Mitsubishi Motors’ board members have unanimously decided to dismiss Carlos Ghosn as the company’s chairman and representative director following his arrest.
Rabat – Mitsubishi’s board made the decision at a meeting on Monday, the Japanese public broadcaster NHK reported.
Mitsubishi CEO Osamu Masuko will temporarily take over as the Japanese carmaker’s chairman.
Masuko said, “Our proposal was a very difficult one. But we had to make a decision with a priority of what to do to protect the company, our workers and their families.”
The motion asserts “Ghosn’s arrest in Japan makes it impossible for him to carry out his duties.” It also says his alleged misconduct raises legal compliance issues, according to NHK.
Ghosn, who led the Nissan-Renault-Mitsubishi alliance, is considered a highly influential executive within the global automotive industry.
On November 20, Masuko said the alliance would be hard to manage without Ghosn.
“I don’t think there is anyone else on Earth like Ghosn who could run Renault, Nissan and Mitsubishi,” Masuko told the press in Tokyo.
On November 21, Japan’s top government spokesman Yoshihide Suga said, “It’s important that Nissan, Renault and Mitsubishi maintain a stable relationship,” the Japanese Kyodo outlet reported.

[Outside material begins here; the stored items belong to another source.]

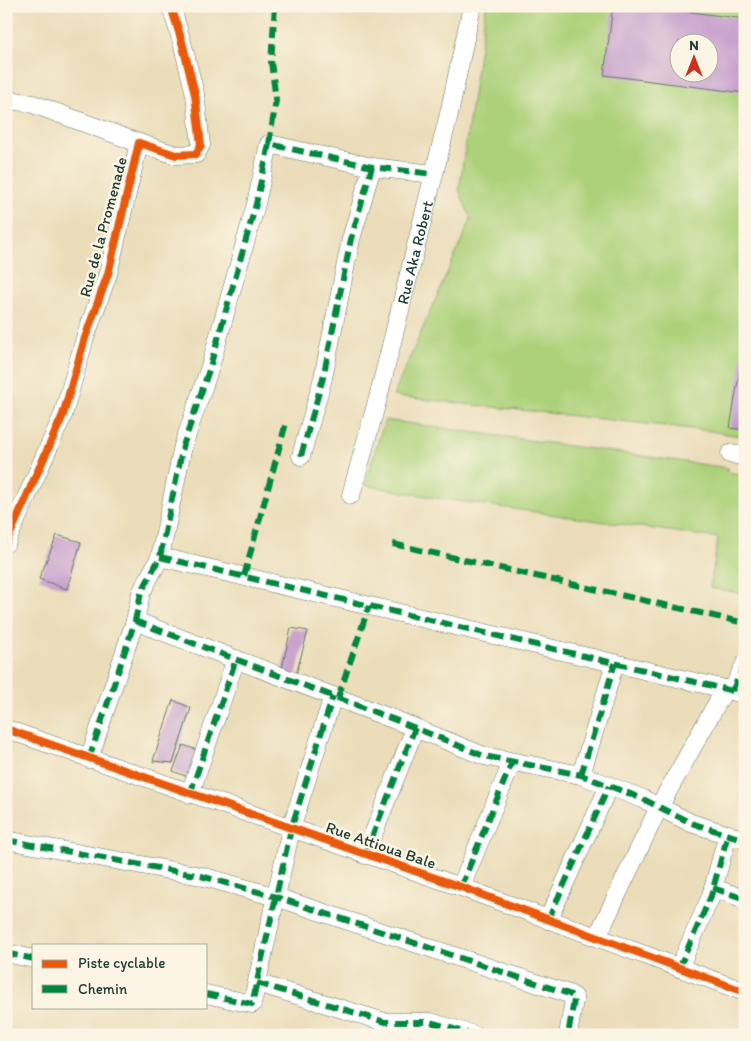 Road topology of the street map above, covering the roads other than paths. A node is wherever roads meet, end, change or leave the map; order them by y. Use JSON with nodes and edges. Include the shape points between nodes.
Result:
{"nodes":[{"id":1,"x":171,"y":6,"type":"edge"},
{"id":2,"x":472,"y":6,"type":"edge"},
{"id":3,"x":6,"y":99,"type":"edge"},
{"id":4,"x":139,"y":143,"type":"junction"},
{"id":5,"x":372,"y":167,"type":"junction"},
{"id":6,"x":433,"y":174,"type":"junction"},
{"id":7,"x":301,"y":456,"type":"dead end"},
{"id":8,"x":351,"y":495,"type":"dead end"},
{"id":9,"x":6,"y":543,"type":"edge"},
{"id":10,"x":160,"y":557,"type":"junction"},
{"id":11,"x":135,"y":621,"type":"junction"},
{"id":12,"x":236,"y":659,"type":"junction"},
{"id":13,"x":615,"y":663,"type":"junction"},
{"id":14,"x":745,"y":664,"type":"edge"},
{"id":15,"x":734,"y":691,"type":"edge"},
{"id":16,"x":333,"y":696,"type":"junction"},
{"id":17,"x":415,"y":728,"type":"junction"},
{"id":18,"x":6,"y":729,"type":"edge"},
{"id":19,"x":89,"y":759,"type":"junction"},
{"id":20,"x":512,"y":762,"type":"junction"},
{"id":21,"x":581,"y":775,"type":"junction"},
{"id":22,"x":609,"y":786,"type":"junction"},
{"id":23,"x":190,"y":794,"type":"junction"},
{"id":24,"x":659,"y":807,"type":"junction"},
{"id":25,"x":291,"y":829,"type":"junction"},
{"id":26,"x":736,"y":837,"type":"edge"},
{"id":27,"x":6,"y":840,"type":"edge"},
{"id":28,"x":365,"y":855,"type":"junction"},
{"id":29,"x":461,"y":887,"type":"junction"},
{"id":30,"x":713,"y":888,"type":"junction"},
{"id":31,"x":276,"y":897,"type":"junction"},
{"id":32,"x":745,"y":899,"type":"edge"},
{"id":33,"x":548,"y":920,"type":"junction"},
{"id":34,"x":597,"y":937,"type":"junction"},
{"id":35,"x":6,"y":953,"type":"edge"},
{"id":36,"x":32,"y":959,"type":"edge"},
{"id":37,"x":678,"y":968,"type":"junction"},
{"id":38,"x":257,"y":983,"type":"junction"},
{"id":39,"x":745,"y":992,"type":"edge"},
{"id":40,"x":208,"y":994,"type":"edge"},
{"id":41,"x":474,"y":1035,"type":"edge"},
{"id":42,"x":568,"y":1035,"type":"edge"}],
"edges":[{"from":1,"to":4,"type":"street","name":"Rue de la Promenade","via":[[195,94],[201,145],[196,154],[176,154]]},
{"from":2,"to":6,"type":"street","name":"Rue Aka Robert"},
{"from":3,"to":4,"type":"street","via":[[34,104]]},
{"from":4,"to":9,"type":"street","name":"Rue de la Promenade","via":[[108,274],[63,415]]},
{"from":5,"to":6,"type":"street"},
{"from":5,"to":7,"type":"street","via":[[351,238],[322,378]]},
{"from":5,"to":10,"type":"street","via":[[268,144],[256,204],[210,366],[183,446]]},
{"from":6,"to":8,"type":"street","name":"Rue Aka Robert"},
{"from":10,"to":11,"type":"street","via":[[140,593]]},
{"from":10,"to":13,"type":"street"},
{"from":11,"to":12,"type":"street"},
{"from":11,"to":19,"type":"street"},
{"from":12,"to":16,"type":"street"},
{"from":12,"to":23,"type":"street"},
{"from":13,"to":15,"type":"street"},
{"from":13,"to":21,"type":"street"},
{"from":14,"to":15,"type":"street"},
{"from":15,"to":24,"type":"street"},
{"from":16,"to":17,"type":"street"},
{"from":16,"to":25,"type":"street"},
{"from":17,"to":20,"type":"street","via":[[484,756]]},
{"from":17,"to":28,"type":"street"},
{"from":18,"to":19,"type":"street","name":"Rue Attioua Bale"},
{"from":19,"to":23,"type":"street","name":"Rue Attioua Bale"},
{"from":20,"to":21,"type":"street"},
{"from":20,"to":29,"type":"street"},
{"from":21,"to":22,"type":"street"},
{"from":22,"to":24,"type":"street"},
{"from":22,"to":33,"type":"street"},
{"from":23,"to":25,"type":"street","name":"Rue Attioua Bale"},
{"from":24,"to":26,"type":"street","via":[[692,823]]},
{"from":24,"to":34,"type":"street"},
{"from":25,"to":28,"type":"street","name":"Rue Attioua Bale"},
{"from":25,"to":31,"type":"street"},
{"from":26,"to":30,"type":"street"},
{"from":27,"to":31,"type":"street","via":[[201,876]]},
{"from":28,"to":29,"type":"street","name":"Rue Attioua Bale"},
{"from":29,"to":33,"type":"street","name":"Rue Attioua Bale"},
{"from":30,"to":32,"type":"street"},
{"from":30,"to":37,"type":"street"},
{"from":31,"to":38,"type":"street"},
{"from":31,"to":42,"type":"street","via":[[569,994],[574,1000]]},
{"from":33,"to":34,"type":"street","name":"Rue Attioua Bale"},
{"from":34,"to":37,"type":"street","name":"Rue Attioua Bale"},
{"from":35,"to":36,"type":"street"},
{"from":37,"to":39,"type":"street","name":"Rue Attioua Bale"},
{"from":38,"to":40,"type":"street","via":[[252,1004]]},
{"from":38,"to":41,"type":"street","via":[[385,1022],[430,1022]]}]} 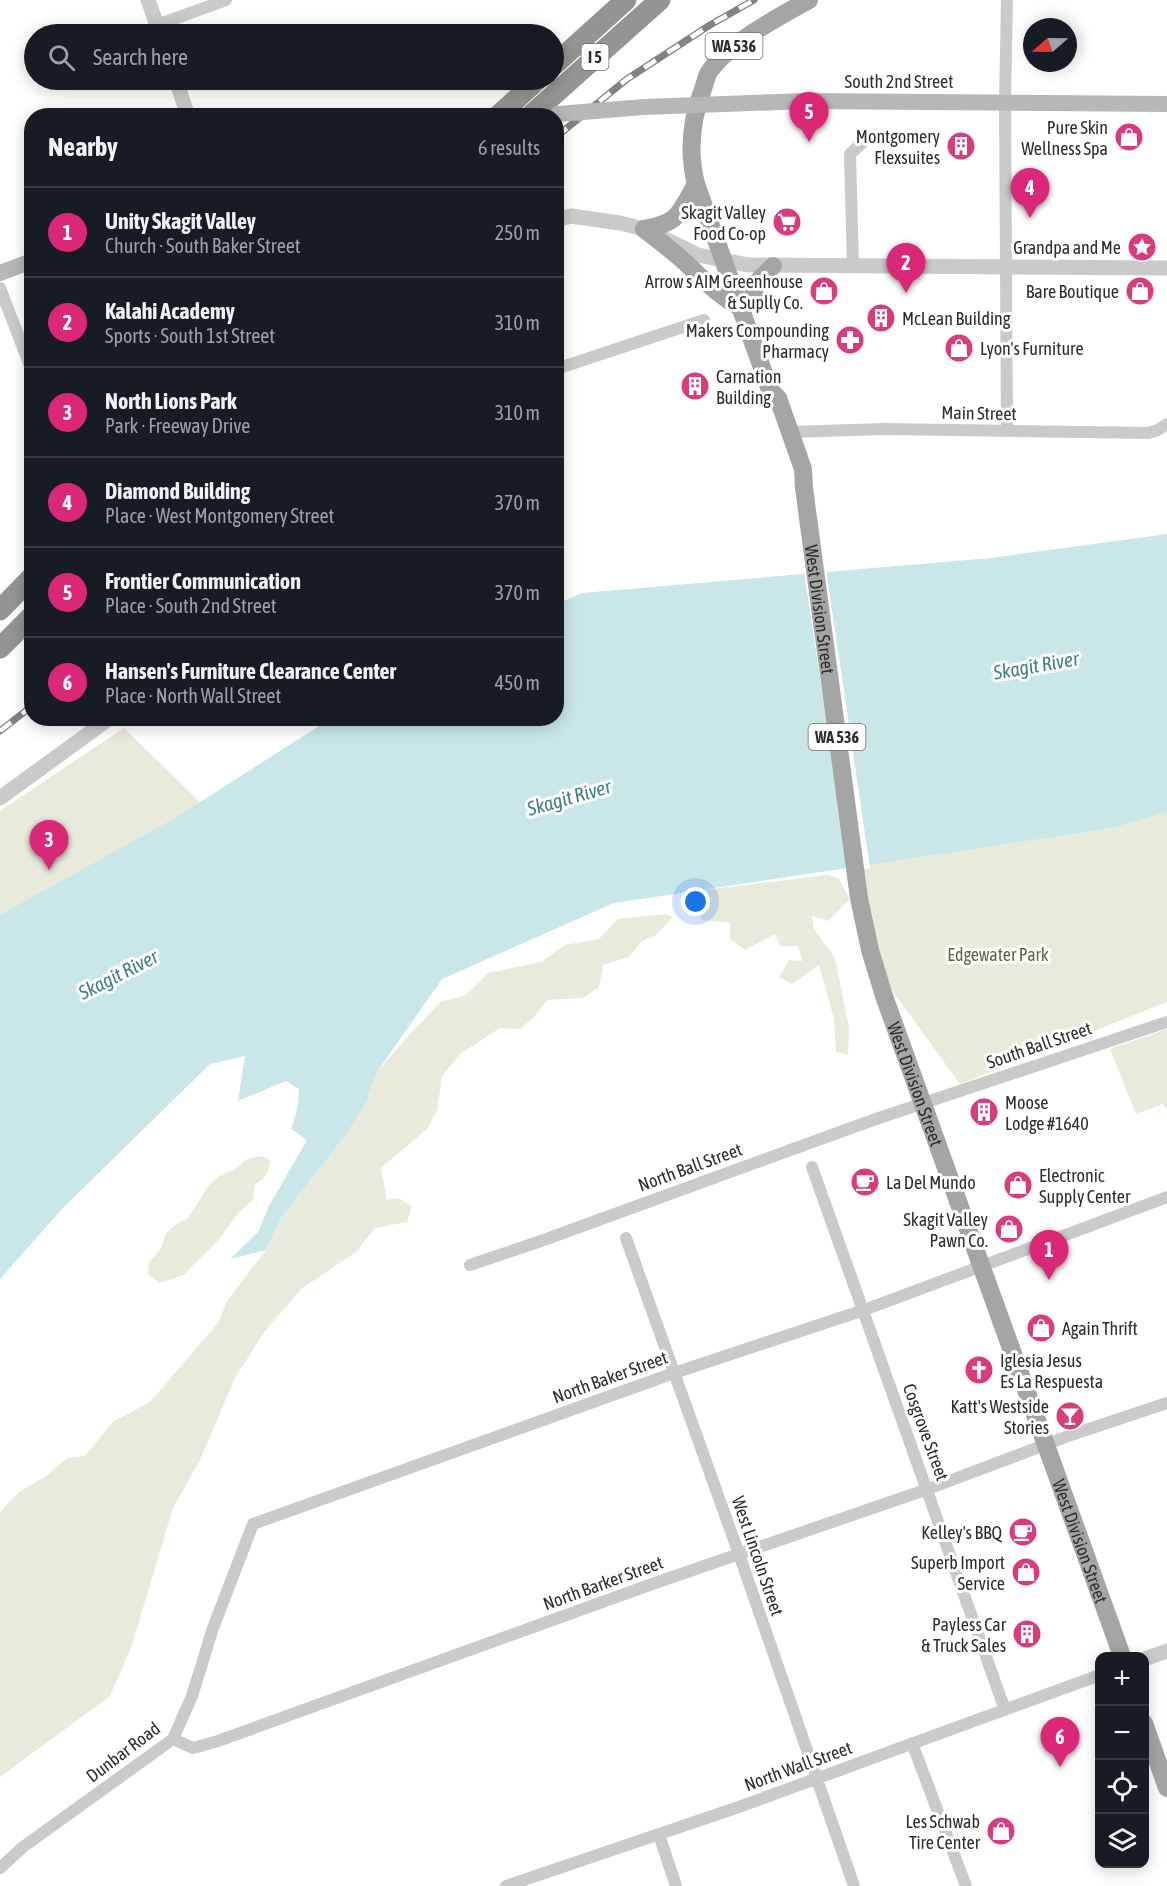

Mitsubishi asked Ghosn to serve as chairman in 2016 when the company was implicated in a scandal over falsified fuel-efficiency data.
Renault, where Ghosn is CEO, made a different decision from Mitsubishi and Nissan.
One day after Ghosn’s arrest, the French carmaker’s board of directors decided to keep the 64-year-old Ghosn as the company’s chairman and CEO.
Renault instead named COO Thierry Bollore as temporary deputy CEO and granted him the same powers as Ghosn.
Ghosn: Nissan was responsible for salary reports
Japan arrested both Ghosn and his aide, former Nissan representative director Greg Kelly, last Monday on suspicion of underreporting Ghosn’s compensation by tens of millions of dollars over an 8-year period. Nissan also suspects Ghosn of using company funds for personal expenses as well as other financial misconduct.
Sources said Nissan decided to pay Ghosn around $17 million a year, but that only half of the sum was reported in the securities report.
Ghosn is suspected of giving instructions to Kelly to report that his annual income was about $9 million, according to NHK sources.
Speaking to Tokyo prosecutors during questioning, Ghosn denied underreporting his remuneration in Nissan’s securities reports, sources told the Japanese public broadcaster NHK on Sunday.
Ghosn told prosecutors he “had no intention” of falsifying the financial statements.
Ghosn reportedly argued that Nissan was responsible for salary reports. He said the Japanese carmaker “made decisions on how much pay would be declared in securities reports.”